Pubdate: Fri, 6 Dec 2002
Source: Vail Trail, The (CO)
Section: On The Outside
Copyright: 2002 The Vail Trail
Contact:  http://www.mapinc.org/media/2697
Website: http://www.vailtrail.com/
Author:  Tom Boyd
Note: Tom Boyd, a lifelong Vail local, is assistant editor of The Vail Trail.
Note: Website suggests using Comment popup from online article to Write the 
Editor

ALL DRUGGED UP AND NOWHERE TO GO

Microcosmic savages are pounding at the inner walls of the ears, the head 
is throbbing, pressure is building, the nose is perpetually on the verge of 
bursting, and I can't help thinking that my immune system is being soundly 
routed on the physiological battlefield. A few nights ago, in an attempt to 
squash the viral army of barbarians invading my body, I drowned my entire 
microscopic world in thick, cherry-flavored syrup.

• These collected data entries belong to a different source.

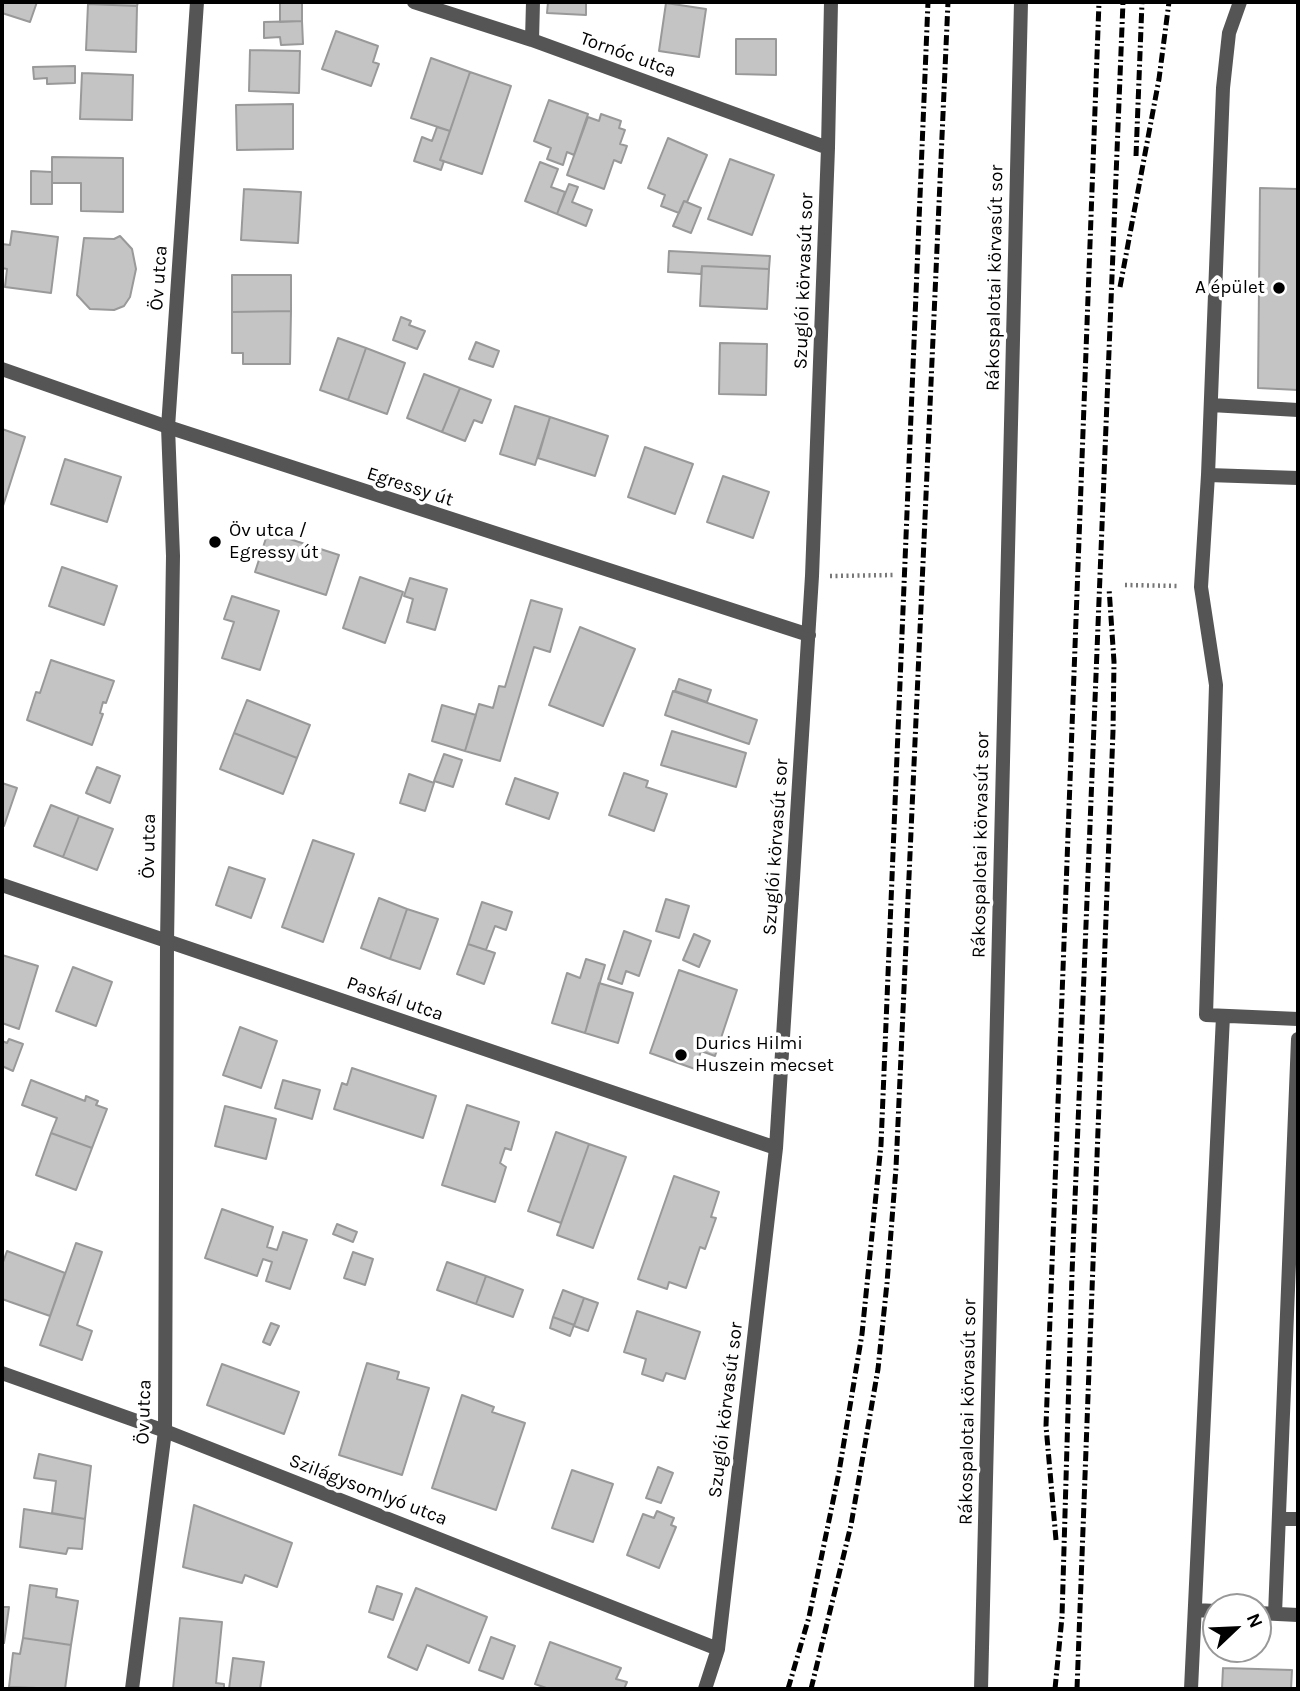 <!DOCTYPE html>
<meta charset="utf-8">
<style>
body{margin:0}
#map{position:relative;width:1300px;height:1691px;overflow:hidden;background:#fff;font-family:Karla,sans-serif}
canvas{display:block}
.frame{position:absolute;inset:0;border:4px solid #000;pointer-events:none}
.north{position:absolute;left:1202px;top:1593px;width:70px;height:70px;box-sizing:border-box;background:#fff;border:2px solid #999;border-radius:50%;rotate:67deg;font-size:19px;font-weight:700;line-height:28px;text-align:center;color:#000}
.north::after{content:'';display:block;margin:auto;width:24px;height:32px;background:#000;clip-path:polygon(50% 0,100% 100%,50% 72%,0 100%)}
</style>
<div id="map">
<canvas width="1300" height="1691"></canvas>
<div class="frame"></div>
<div class="north">N</div>
</div>
<script>
const ctx = document.querySelector('canvas').getContext('2d');
ctx.lineJoin = 'round';
function fillPath(path, color) {
  ctx.fillStyle = color;
  ctx.fill(path, 'evenodd');
}
function poly(rows) {
  const path = new Path2D();
  for (const r of rows) {
    path.moveTo(r[0], r[1]);
    for (let i = 2; i < r.length; i += 2) path.lineTo(r[i], r[i + 1]);
  }
  return path;
}
function strokePath(path, color, width, dash) {
  ctx.strokeStyle = color;
  ctx.lineWidth = width;
  ctx.lineCap = dash ? 'butt' : 'round';
  ctx.setLineDash(dash || []);
  ctx.stroke(path);
}
function label(font, color, halo, rows, align = 'center') {
  ctx.font = font + ' Karla,sans-serif';
  ctx.lineWidth = 7;
  ctx.setLineDash([]);
  ctx.textBaseline = 'middle';
  ctx.strokeStyle = halo;
  ctx.fillStyle = color;
  for (const [text, x, y, turn = 0] of rows) {
    ctx.save();
    ctx.translate(x, y);
    ctx.rotate((+turn || 0) * Math.PI / 180);
    ctx.textAlign = isNaN(turn) ? turn : align;
    if (halo) ctx.strokeText(text, 0, 0);
    ctx.fillText(text, 0, 0);
    ctx.restore();
  }
}
const building = poly([
 [2,2,37,2,30,22,2,13,2,2],
 [88,2,138,2,137,6,88,4,88,2],
 [280,2,302,2,302,21,280,22,280,2],
 [548,2,586,2,586,15,547,13,548,2],
 [666,3,706,9,699,57,659,51,666,3],
 [88,4,137,6,136,52,86,50,88,4],
 [302,21,303,44,281,45,280,37,264,38,264,22,302,21],
 [336,31,378,46,373,62,379,64,371,86,322,69,336,31],
 [736,39,776,39,776,75,736,74,736,39],
 [250,50,300,51,299,93,249,91,250,50],
 [431,58,470,72,450,131,411,118,431,58],
 [75,66,75,83,47,84,47,78,34,79,33,67,75,66],
 [470,72,511,86,482,174,440,160,470,72],
 [82,73,133,75,132,120,80,119,82,73],
 [549,100,588,114,574,155,567,152,563,165,547,159,551,148,534,141,549,100],
 [293,104,293,149,237,150,236,105,293,104],
 [601,114,621,121,619,128,625,130,620,144,627,146,621,163,614,160,604,189,567,175,588,117,599,121,601,114],
 [437,127,450,131,440,160,444,161,441,170,414,161,422,137,432,141,437,127],
 [668,138,707,155,687,202,684,201,679,213,661,206,665,195,648,188,668,138],
 [52,157,123,158,123,212,81,211,81,183,52,183,52,157],
 [730,159,774,175,752,235,708,219,730,159],
 [540,162,558,169,551,187,565,192,557,214,525,201,540,162],
 [31,171,52,172,52,204,31,204,31,171],
 [569,184,578,187,572,202,592,210,586,226,557,214,569,184],
 [1260,188,1298,189,1298,390,1258,388,1260,188],
 [244,189,301,192,298,243,241,240,244,189],
 [684,201,701,208,691,233,673,226,684,201],
 [12,231,58,237,51,293,5,287,7,269,2,268,2,244,10,245,12,231],
 [120,236,132,249,136,269,130,297,124,306,114,310,90,309,77,295,84,238,114,239,120,236],
 [669,251,770,256,769,269,702,266,701,274,668,272,669,251],
 [702,266,769,269,767,309,700,306,702,266],
 [232,275,291,275,291,311,232,312,232,275],
 [291,311,290,364,243,364,243,353,232,353,232,312,291,311],
 [401,317,411,321,409,325,425,331,417,349,393,340,401,317],
 [338,338,366,348,348,400,320,390,338,338],
 [476,342,499,351,493,367,469,359,476,342],
 [720,343,767,344,766,395,719,394,720,343],
 [366,348,405,363,387,414,348,400,366,348],
 [424,374,460,388,442,432,407,418,424,374],
 [460,388,491,400,482,423,474,420,465,441,442,432,460,388],
 [515,406,550,417,535,465,500,454,515,406],
 [550,417,608,436,595,476,538,458,550,417],
 [2,429,25,437,2,509,2,429],
 [645,447,693,464,675,514,628,497,645,447],
 [65,459,121,477,107,522,51,504,65,459],
 [723,476,769,492,753,538,707,522,723,476],
 [268,532,339,555,326,595,255,572,268,532],
 [62,567,117,586,104,625,49,606,62,567],
 [360,577,403,592,385,643,343,628,360,577],
 [410,578,447,589,435,630,407,622,413,599,404,596,410,578],
 [232,596,279,611,260,670,222,658,234,622,224,619,232,596],
 [531,600,562,609,550,652,534,647,500,761,465,751,479,704,493,708,499,686,505,687,531,600],
 [580,627,635,649,603,726,549,705,580,627],
 [51,660,114,681,106,703,103,702,100,713,103,714,92,745,27,720,36,692,40,693,51,660],
 [679,679,711,690,707,702,675,691,679,679],
 [673,691,757,720,749,744,665,715,673,691],
 [247,700,310,725,297,758,234,733,247,700],
 [442,705,476,715,465,751,432,741,442,705],
 [672,731,746,753,736,787,661,765,672,731],
 [234,733,297,758,283,794,220,769,234,733],
 [444,754,462,760,453,787,434,781,444,754],
 [97,767,120,776,110,803,86,793,97,767],
 [624,773,648,781,646,787,667,794,654,831,609,815,624,773],
 [409,774,434,783,425,811,400,803,409,774],
 [515,778,558,793,549,819,506,804,515,778],
 [2,783,17,788,4,826,2,825,2,783],
 [51,805,79,816,63,857,34,846,51,805],
 [79,816,113,829,97,870,63,857,79,816],
 [313,840,354,854,323,942,282,927,313,840],
 [229,867,265,879,251,918,216,905,229,867],
 [379,898,407,909,390,959,361,948,379,898],
 [666,899,689,906,679,938,656,931,666,899],
 [482,902,512,912,506,930,495,926,486,950,468,944,482,902],
 [407,909,438,919,420,969,390,959,407,909],
 [624,931,651,941,639,976,626,971,622,984,608,979,624,931],
 [694,934,710,941,699,967,683,960,694,934],
 [468,944,495,953,484,984,457,974,468,944],
 [2,955,38,966,19,1029,2,1023,2,955],
 [586,959,605,965,585,1033,552,1023,567,973,580,978,586,959],
 [73,967,112,982,96,1026,56,1011,73,967],
 [679,970,737,990,715,1056,701,1051,695,1069,650,1053,679,970],
 [599,983,633,993,618,1043,585,1033,599,983],
 [240,1027,277,1041,261,1088,223,1075,240,1027],
 [9,1039,23,1044,13,1071,2,1066,2,1041,7,1043,9,1039],
 [352,1068,436,1096,423,1138,334,1109,342,1083,347,1085,352,1068],
 [31,1080,85,1101,86,1096,98,1101,96,1105,107,1109,92,1148,51,1133,57,1118,22,1105,31,1080],
 [283,1080,320,1090,312,1119,275,1108,283,1080],
 [467,1105,519,1122,511,1150,505,1148,500,1163,506,1167,495,1202,442,1185,467,1105],
 [225,1106,276,1119,266,1159,215,1146,225,1106],
 [556,1132,589,1144,561,1223,528,1211,556,1132],
 [51,1133,92,1148,76,1190,36,1175,51,1133],
 [589,1144,626,1157,593,1248,557,1235,589,1144],
 [674,1176,719,1192,711,1217,716,1218,705,1249,700,1247,686,1288,669,1282,667,1289,638,1279,674,1176],
 [222,1209,273,1227,267,1247,277,1250,283,1232,307,1240,290,1289,266,1281,272,1262,263,1259,257,1276,205,1258,222,1209],
 [337,1224,357,1232,353,1242,333,1234,337,1224],
 [76,1243,102,1252,77,1325,92,1331,82,1360,40,1345,76,1243],
 [7,1251,65,1273,50,1316,2,1299,2,1265,7,1251],
 [353,1252,373,1259,365,1285,344,1278,353,1252],
 [447,1262,486,1276,476,1304,437,1290,447,1262],
 [486,1276,523,1290,513,1317,476,1304,486,1276],
 [563,1290,584,1298,574,1325,553,1317,563,1290],
 [584,1298,598,1303,588,1331,574,1326,584,1298],
 [637,1311,700,1332,685,1379,666,1373,663,1381,642,1374,646,1359,624,1352,637,1311],
 [553,1317,574,1325,570,1336,550,1328,553,1317],
 [271,1323,279,1326,270,1345,263,1342,271,1323],
 [367,1363,399,1372,397,1379,429,1388,402,1475,339,1455,367,1363],
 [222,1364,299,1392,284,1434,207,1405,222,1364],
 [462,1395,494,1407,492,1412,525,1423,496,1510,432,1488,462,1395],
 [39,1454,91,1466,85,1519,52,1513,56,1481,34,1478,39,1454],
 [658,1467,673,1473,661,1503,646,1498,658,1467],
 [572,1470,613,1484,593,1542,552,1528,572,1470],
 [194,1505,292,1543,277,1587,245,1575,242,1583,183,1567,194,1505],
 [24,1509,85,1519,82,1549,68,1548,66,1554,20,1547,24,1509],
 [657,1511,674,1518,671,1525,676,1527,659,1568,627,1555,643,1514,654,1518,657,1511],
 [30,1585,57,1589,56,1597,78,1601,71,1645,23,1638,30,1585],
 [377,1586,402,1594,393,1620,369,1612,377,1586],
 [416,1588,487,1617,469,1663,427,1645,417,1670,388,1657,416,1588],
 [2,1607,9,1607,4,1643,2,1642,2,1607],
 [180,1618,222,1622,216,1683,224,1684,224,1689,173,1689,180,1618],
 [491,1637,515,1646,503,1679,479,1670,491,1637],
 [23,1638,71,1645,65,1689,9,1687,13,1653,20,1654,23,1638],
 [550,1642,621,1668,616,1679,627,1682,624,1689,549,1689,535,1684,550,1642],
 [233,1658,264,1662,260,1689,229,1689,233,1658],
 [1223,1668,1292,1670,1291,1689,1222,1689,1223,1668]
]);
const path = poly([
 [830,576,894,575],
 [1125,585,1180,586]
]);
const service = poly([
 [1240,2,1229,33,1223,88,1208,475,1201,587,1216,685,1206,1015,1298,1019],
 [1211,405,1298,410],
 [1208,475,1298,478],
 [1279,1519,1298,1519],
 [1195,1610,1216,1611],
 [1258,1613,1298,1615],
 [1275,1614,1298,1039],
 [1191,1689,1223,1016]
]);
const minor = poly([
 [197,2,168,427,809,635],
 [414,2,532,40,828,148],
 [532,40,533,2],
 [2,885,776,1148],
 [2,1373,165,1431,718,1649],
 [705,1689,718,1649,776,1148,812,576,828,148,831,2],
 [981,1689,1021,2]
]);
const tertiary = poly([
 [2,369,168,427,173,556,167,943,165,1431,132,1689]
]);
const rail = poly([
 [1136,156,1142,2],
 [1120,287,1159,79,1169,2],
 [1056,1540,1046,1426,1099,2],
 [788,1689,809,1617,839,1472,862,1334,881,1145,928,2],
 [811,1689,851,1525,878,1369,887,1283,896,1168,948,2],
 [1055,1689,1062,1617,1072,1274,1123,2],
 [1077,1689,1113,731,1114,662,1109,588]
]);
const markers = [
 [1279,288,7,"#000"],
 [215,542,7,"#000"],
 [681,1055,7,"#000"]
];
const streetNames = [
 ["Tornóc utca",628,55,20],
 ["Öv utca",159,278,-86],
 ["Rákospalotai körvasút sor",995,278,-89],
 ["Szuglói körvasút sor",804,281,-88],
 ["Egressy út",410,487,18],
 ["Rákospalotai körvasút sor",981,845,-89],
 ["Öv utca",149,846,-89],
 ["Szuglói körvasút sor",776,847,-86],
 ["Paskál utca",395,999,19],
 ["Szuglói körvasút sor",726,1410,-83],
 ["Öv utca",144,1412,-88],
 ["Rákospalotai körvasút sor",968,1412,-89],
 ["Szilágysomlyó utca",368,1490,21]
];
const poiNames = [
 ["A épület",1265,288,"right"],
 ["Öv utca /",229,531],
 ["Egressy út",229,553],
 ["Durics Hilmi",695,1044],
 ["Huszein mecset",695,1066]
];
fillPath(building, '#c4c4c4');
strokePath(building, '#999', 2);
strokePath(path, '#777', 4.5, [2, 3.5]);
strokePath(service, '#555', 14);
strokePath(minor, '#555', 14);
strokePath(tertiary, '#555', 14);
strokePath(rail, '#000', 5, [10, 3.5, 2, 3.5]);
for (const [x, y, r, color] of markers) {
  const dot = new Path2D();
  dot.arc(x, y, r, 0, 2 * Math.PI);
  ctx.fillStyle = color;
  ctx.fill(dot);
  strokePath(dot, '#fff', 2.5);
}
label('19px', '#000', '#fff', streetNames);
label('19px', '#000', '#fff', poiNames, 'left');
</script>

Like hot tar poured over 
the castle walls, I thought the syrup would quell the rebellion and put my 
manor back in order.

I was dead wrong.

Cough syrup is a like agent orange or napalm: you can't aim it. With all 
the precision of a stampede of elephants, my liquid reinforcements 
obliterated the entire field of war, making stumbling idiots of both foe 
and friend. It seems that, since I couldn't really help my immune system, I 
did the next best thing: I got it drunk on NyQuil.

I bought the red stuff (a.k.a. the red-liquid slide) at my favorite local 
Quick-E-Mart, and strolled to the counter with all the naivete of a 
5-year-old girl scout knocking on the door of a Detroit crack house. Little 
did I know that my jittery paws held one of the most potent drugs known to 
mankind.

Silly me, I figured that anything available over the counter can't be all 
that powerful. Lesson learned: the FDA (like oh-so-many federal 
bureaucracies) is not to be trusted. Thirty minutes after my dirty little 
Quick-E-Mart drug deal, I was prone on my kitchen floor, eyes rolled into 
the back of my head, a red-tinted pool of saliva collecting around my cheek 
while "White Rabbit" droned in the background.

True, I can't say I felt any cold symptoms - but I couldn't feel my legs, 
either. I had wonderful dreams about little couplets of T-cells and viruses 
square dancing through my sinuses, and dancing turkeys, and talking noses.

Sometime in the middle of the night (who knows?) I became temporarily 
conscious, pulled my heavy head from the floor and stumbled to the couch. I 
felt like Rip Van Winkle after an opium binge. By the time I awoke, 
heavy-lidded, I felt I had lost my innocence somehow. The world seemed 
gray, unfriendly, and devoid of meaning. I stumbled into work, drowsy for 
the entire day, trying to push keyboard buttons that felt like miniature 
marshmallows.

Driving home last night a policeman passed me by. Instinctively, 
shamefully, I hid the NyQuil in the glovebox, just in case. I wouldn't want 
him to know I was around that kind of drug. Only then did it occur to me 
that this stuff is legal. My god, I thought, how can we justify putting 
someone in jail for 10 years for possession of a naturally occurring 
hallucinogen, and then sell this wicked red stuff over the counter and call 
it medicine? Maybe it's the NyQuil talking, but something about that seems 
terribly wrong.

Tom Boyd, a lifelong Vail local, is assistant editor of The Vail Trail.